## Brief:
When duplicating the records beneath this instruction, omit every picture and keep all else exact.

## Data supplied:
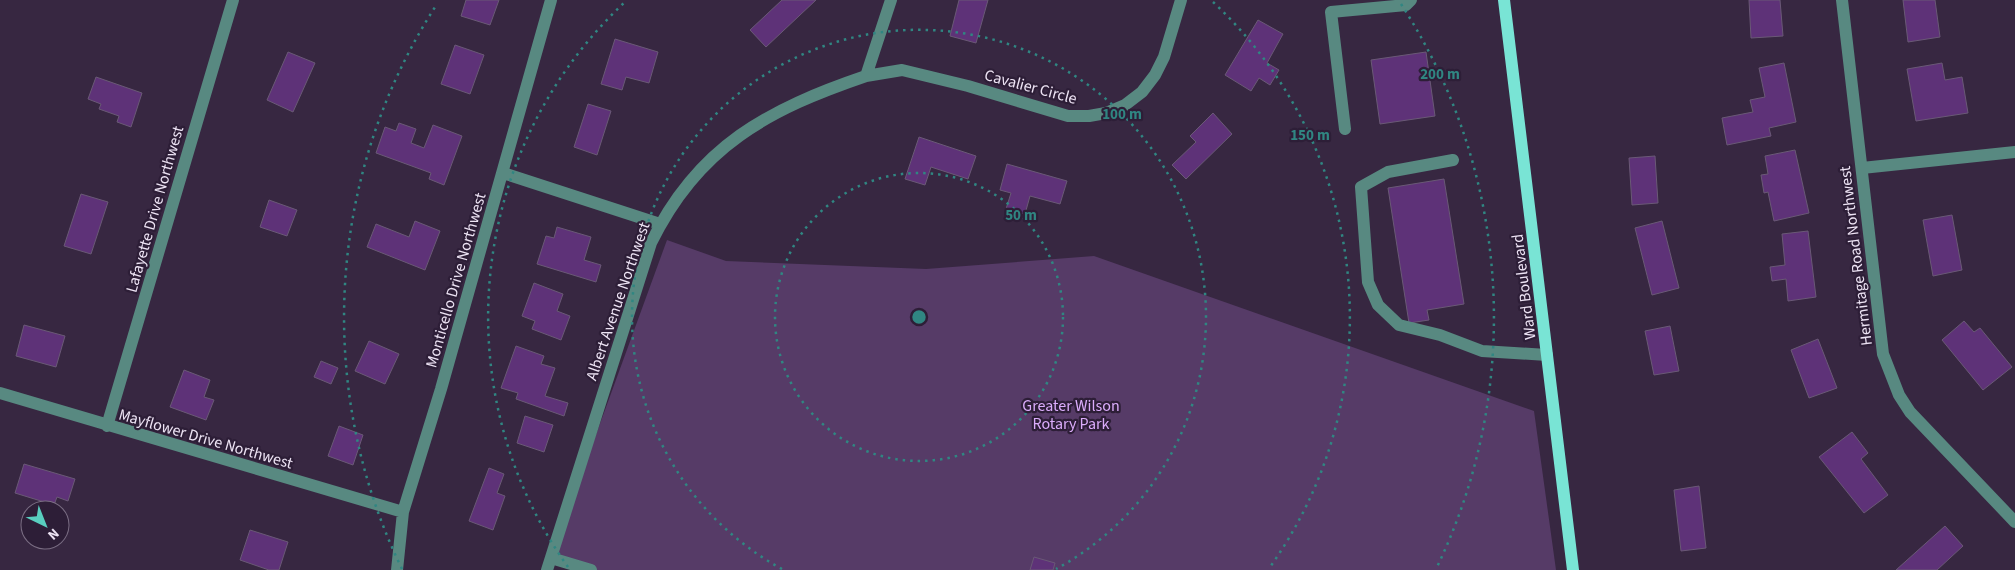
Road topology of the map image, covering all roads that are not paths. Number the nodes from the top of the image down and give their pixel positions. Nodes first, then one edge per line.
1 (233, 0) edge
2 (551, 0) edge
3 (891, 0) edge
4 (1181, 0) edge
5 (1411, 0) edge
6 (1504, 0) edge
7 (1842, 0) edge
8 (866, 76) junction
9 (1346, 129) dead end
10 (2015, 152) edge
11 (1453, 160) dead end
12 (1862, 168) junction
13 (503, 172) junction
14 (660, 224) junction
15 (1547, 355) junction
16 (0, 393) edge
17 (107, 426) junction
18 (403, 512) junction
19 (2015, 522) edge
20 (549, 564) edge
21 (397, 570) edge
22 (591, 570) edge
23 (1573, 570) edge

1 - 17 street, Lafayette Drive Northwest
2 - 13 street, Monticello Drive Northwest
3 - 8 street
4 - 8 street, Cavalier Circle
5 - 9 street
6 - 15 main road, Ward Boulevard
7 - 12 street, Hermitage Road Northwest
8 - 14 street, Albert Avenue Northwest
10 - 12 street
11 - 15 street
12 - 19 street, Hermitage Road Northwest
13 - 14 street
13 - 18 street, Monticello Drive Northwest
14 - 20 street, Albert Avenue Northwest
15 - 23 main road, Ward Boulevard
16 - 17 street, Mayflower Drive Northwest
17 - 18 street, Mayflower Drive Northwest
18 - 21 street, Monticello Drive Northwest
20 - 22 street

## Solved exercise:
Road topology of the map image, covering all roads that are not paths. Number the nodes from the top of the image down and give their pixel positions. Nodes first, then one edge per line.
1 (233, 0) edge
2 (551, 0) edge
3 (891, 0) edge
4 (1181, 0) edge
5 (1411, 0) edge
6 (1504, 0) edge
7 (1842, 0) edge
8 (866, 76) junction
9 (1346, 129) dead end
10 (2015, 152) edge
11 (1453, 160) dead end
12 (1862, 168) junction
13 (503, 172) junction
14 (660, 224) junction
15 (1547, 355) junction
16 (0, 393) edge
17 (107, 426) junction
18 (403, 512) junction
19 (2015, 522) edge
20 (549, 564) edge
21 (397, 570) edge
22 (591, 570) edge
23 (1573, 570) edge

1 - 17 street, Lafayette Drive Northwest
2 - 13 street, Monticello Drive Northwest
3 - 8 street
4 - 8 street, Cavalier Circle
5 - 9 street
6 - 15 main road, Ward Boulevard
7 - 12 street, Hermitage Road Northwest
8 - 14 street, Albert Avenue Northwest
10 - 12 street
11 - 15 street
12 - 19 street, Hermitage Road Northwest
13 - 14 street
13 - 18 street, Monticello Drive Northwest
14 - 20 street, Albert Avenue Northwest
15 - 23 main road, Ward Boulevard
16 - 17 street, Mayflower Drive Northwest
17 - 18 street, Mayflower Drive Northwest
18 - 21 street, Monticello Drive Northwest
20 - 22 street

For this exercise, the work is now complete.